- **Task directions**: Every line containing the word "than" must be pulled from the records.

[Collected data entries]
▬▬▬▬▬▬▬▬▬▬

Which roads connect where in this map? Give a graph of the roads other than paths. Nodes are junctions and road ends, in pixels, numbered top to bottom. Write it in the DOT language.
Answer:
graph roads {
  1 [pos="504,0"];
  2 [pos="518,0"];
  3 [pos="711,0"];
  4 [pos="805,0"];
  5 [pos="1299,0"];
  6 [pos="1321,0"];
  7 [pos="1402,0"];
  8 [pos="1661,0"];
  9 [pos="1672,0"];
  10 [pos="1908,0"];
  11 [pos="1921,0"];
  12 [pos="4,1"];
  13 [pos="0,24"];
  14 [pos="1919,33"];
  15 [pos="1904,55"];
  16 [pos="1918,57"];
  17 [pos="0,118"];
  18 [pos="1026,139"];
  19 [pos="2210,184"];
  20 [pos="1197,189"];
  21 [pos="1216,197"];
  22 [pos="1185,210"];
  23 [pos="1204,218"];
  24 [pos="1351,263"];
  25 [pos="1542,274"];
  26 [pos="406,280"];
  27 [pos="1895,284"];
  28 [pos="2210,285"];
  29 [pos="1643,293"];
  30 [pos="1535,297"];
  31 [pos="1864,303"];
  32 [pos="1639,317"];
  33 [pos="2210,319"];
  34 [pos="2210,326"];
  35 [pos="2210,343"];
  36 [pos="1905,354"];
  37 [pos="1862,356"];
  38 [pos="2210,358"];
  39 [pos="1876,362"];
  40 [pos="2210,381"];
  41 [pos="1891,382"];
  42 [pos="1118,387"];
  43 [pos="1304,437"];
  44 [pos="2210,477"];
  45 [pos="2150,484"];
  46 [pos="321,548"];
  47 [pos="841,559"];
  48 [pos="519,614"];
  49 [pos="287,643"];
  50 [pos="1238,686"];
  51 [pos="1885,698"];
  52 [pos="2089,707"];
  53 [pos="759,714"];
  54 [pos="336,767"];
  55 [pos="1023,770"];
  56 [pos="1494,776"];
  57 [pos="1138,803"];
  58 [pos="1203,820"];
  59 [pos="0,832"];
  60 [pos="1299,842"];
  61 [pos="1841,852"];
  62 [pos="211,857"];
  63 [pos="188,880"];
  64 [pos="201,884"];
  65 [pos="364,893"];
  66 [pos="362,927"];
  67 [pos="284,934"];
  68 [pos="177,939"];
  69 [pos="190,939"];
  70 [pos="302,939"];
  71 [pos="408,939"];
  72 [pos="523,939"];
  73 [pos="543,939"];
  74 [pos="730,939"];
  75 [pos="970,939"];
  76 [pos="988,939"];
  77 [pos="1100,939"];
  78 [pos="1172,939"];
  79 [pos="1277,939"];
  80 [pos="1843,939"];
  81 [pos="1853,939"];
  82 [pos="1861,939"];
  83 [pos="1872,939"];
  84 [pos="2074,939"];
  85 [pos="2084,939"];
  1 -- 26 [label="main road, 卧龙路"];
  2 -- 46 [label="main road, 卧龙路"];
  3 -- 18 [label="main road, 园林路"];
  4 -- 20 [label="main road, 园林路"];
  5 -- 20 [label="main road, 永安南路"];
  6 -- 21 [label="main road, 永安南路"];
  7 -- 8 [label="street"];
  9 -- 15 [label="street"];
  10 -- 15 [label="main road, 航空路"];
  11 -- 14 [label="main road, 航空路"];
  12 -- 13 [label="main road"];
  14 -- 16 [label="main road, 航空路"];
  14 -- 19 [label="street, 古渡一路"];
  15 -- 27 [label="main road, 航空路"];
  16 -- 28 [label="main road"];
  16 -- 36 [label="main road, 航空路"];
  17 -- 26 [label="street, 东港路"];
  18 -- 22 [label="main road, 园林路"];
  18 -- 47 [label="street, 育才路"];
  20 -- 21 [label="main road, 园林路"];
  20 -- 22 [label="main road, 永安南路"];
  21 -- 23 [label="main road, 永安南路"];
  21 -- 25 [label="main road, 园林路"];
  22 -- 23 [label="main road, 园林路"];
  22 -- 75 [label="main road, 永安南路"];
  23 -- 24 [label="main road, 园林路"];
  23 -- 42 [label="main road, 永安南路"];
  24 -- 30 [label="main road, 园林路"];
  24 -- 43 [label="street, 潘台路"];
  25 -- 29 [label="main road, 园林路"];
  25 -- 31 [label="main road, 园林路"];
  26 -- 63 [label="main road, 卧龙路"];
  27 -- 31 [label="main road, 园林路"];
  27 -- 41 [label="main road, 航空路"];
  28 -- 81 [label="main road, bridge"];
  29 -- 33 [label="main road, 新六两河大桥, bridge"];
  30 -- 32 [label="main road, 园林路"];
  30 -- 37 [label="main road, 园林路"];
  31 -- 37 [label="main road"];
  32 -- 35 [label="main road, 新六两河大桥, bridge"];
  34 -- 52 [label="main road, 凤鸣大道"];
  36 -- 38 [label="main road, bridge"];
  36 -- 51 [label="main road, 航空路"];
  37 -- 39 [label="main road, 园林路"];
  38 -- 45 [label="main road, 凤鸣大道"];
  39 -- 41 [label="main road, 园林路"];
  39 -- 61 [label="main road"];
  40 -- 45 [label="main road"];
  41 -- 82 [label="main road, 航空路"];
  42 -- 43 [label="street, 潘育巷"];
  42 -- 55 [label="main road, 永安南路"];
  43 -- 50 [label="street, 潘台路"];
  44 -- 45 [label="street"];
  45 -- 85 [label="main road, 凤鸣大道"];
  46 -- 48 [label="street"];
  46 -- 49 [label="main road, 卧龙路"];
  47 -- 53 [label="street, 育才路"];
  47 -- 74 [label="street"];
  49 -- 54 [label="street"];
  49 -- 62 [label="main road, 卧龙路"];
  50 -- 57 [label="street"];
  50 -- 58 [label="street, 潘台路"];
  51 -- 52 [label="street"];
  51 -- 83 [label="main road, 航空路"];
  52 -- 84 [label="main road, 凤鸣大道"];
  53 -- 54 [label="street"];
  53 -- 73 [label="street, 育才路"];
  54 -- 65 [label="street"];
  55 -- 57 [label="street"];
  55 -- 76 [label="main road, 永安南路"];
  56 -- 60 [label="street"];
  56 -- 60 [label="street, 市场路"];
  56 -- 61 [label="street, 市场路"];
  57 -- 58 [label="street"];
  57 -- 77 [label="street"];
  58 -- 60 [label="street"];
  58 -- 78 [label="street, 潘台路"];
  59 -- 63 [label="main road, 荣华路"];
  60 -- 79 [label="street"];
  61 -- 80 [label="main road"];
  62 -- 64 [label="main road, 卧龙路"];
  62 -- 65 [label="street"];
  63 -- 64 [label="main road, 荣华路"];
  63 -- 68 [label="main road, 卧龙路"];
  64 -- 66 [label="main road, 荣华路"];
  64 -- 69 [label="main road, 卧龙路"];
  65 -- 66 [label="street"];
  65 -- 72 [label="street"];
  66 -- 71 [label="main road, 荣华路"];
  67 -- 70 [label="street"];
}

▬▬▬▬▬▬▬▬▬▬

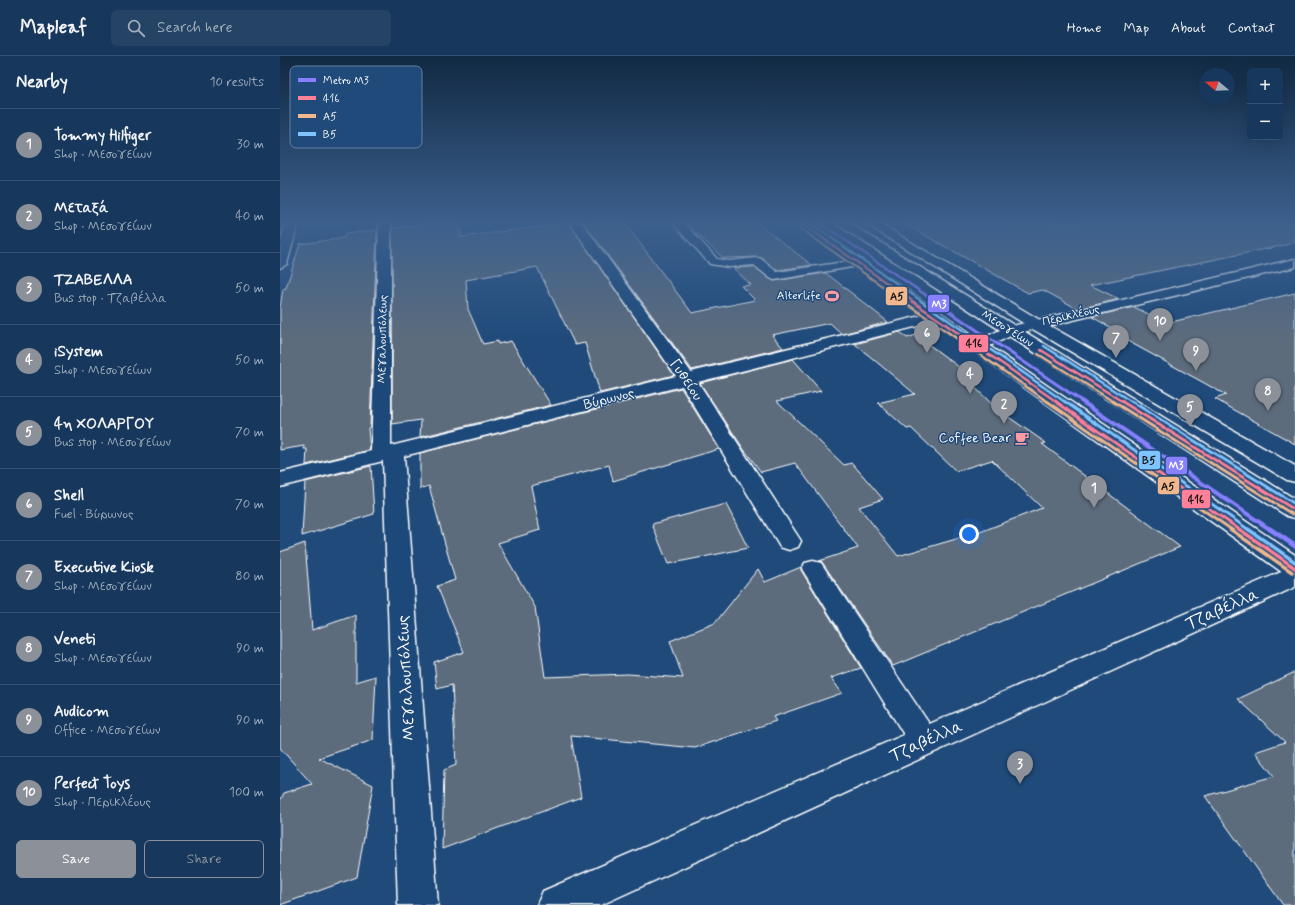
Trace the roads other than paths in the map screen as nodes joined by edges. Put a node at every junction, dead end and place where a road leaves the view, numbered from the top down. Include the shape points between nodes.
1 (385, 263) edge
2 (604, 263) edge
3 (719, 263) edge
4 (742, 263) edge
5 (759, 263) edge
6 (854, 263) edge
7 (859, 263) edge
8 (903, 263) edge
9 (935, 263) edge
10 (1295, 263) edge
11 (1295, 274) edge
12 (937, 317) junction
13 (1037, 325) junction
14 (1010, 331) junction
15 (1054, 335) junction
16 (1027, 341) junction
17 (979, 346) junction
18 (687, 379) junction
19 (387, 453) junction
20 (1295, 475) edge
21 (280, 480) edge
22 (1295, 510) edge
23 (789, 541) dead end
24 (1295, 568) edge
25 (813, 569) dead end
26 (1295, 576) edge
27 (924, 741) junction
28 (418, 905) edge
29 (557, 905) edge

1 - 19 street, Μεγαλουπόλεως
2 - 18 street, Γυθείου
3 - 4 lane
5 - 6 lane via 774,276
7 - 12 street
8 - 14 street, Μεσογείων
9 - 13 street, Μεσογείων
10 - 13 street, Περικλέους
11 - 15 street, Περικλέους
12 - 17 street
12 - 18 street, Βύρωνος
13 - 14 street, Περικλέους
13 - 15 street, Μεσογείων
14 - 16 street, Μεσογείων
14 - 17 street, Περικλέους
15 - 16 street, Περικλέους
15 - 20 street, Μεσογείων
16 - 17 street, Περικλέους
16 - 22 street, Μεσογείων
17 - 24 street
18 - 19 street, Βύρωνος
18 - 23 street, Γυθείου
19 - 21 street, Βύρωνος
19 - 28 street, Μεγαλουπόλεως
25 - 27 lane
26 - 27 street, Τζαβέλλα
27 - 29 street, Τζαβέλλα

▬▬▬▬▬▬▬▬▬▬

- **Reply to the exercise**:
Which roads connect where in this map? Give a graph of the roads other than paths. Nodes are junctions and road ends, in pixels, numbered top to bottom. Write it in the DOT language.
Trace the roads other than paths in the map screen as nodes joined by edges. Put a node at every junction, dead end and place where a road leaves the view, numbered from the top down. Include the shape points between nodes.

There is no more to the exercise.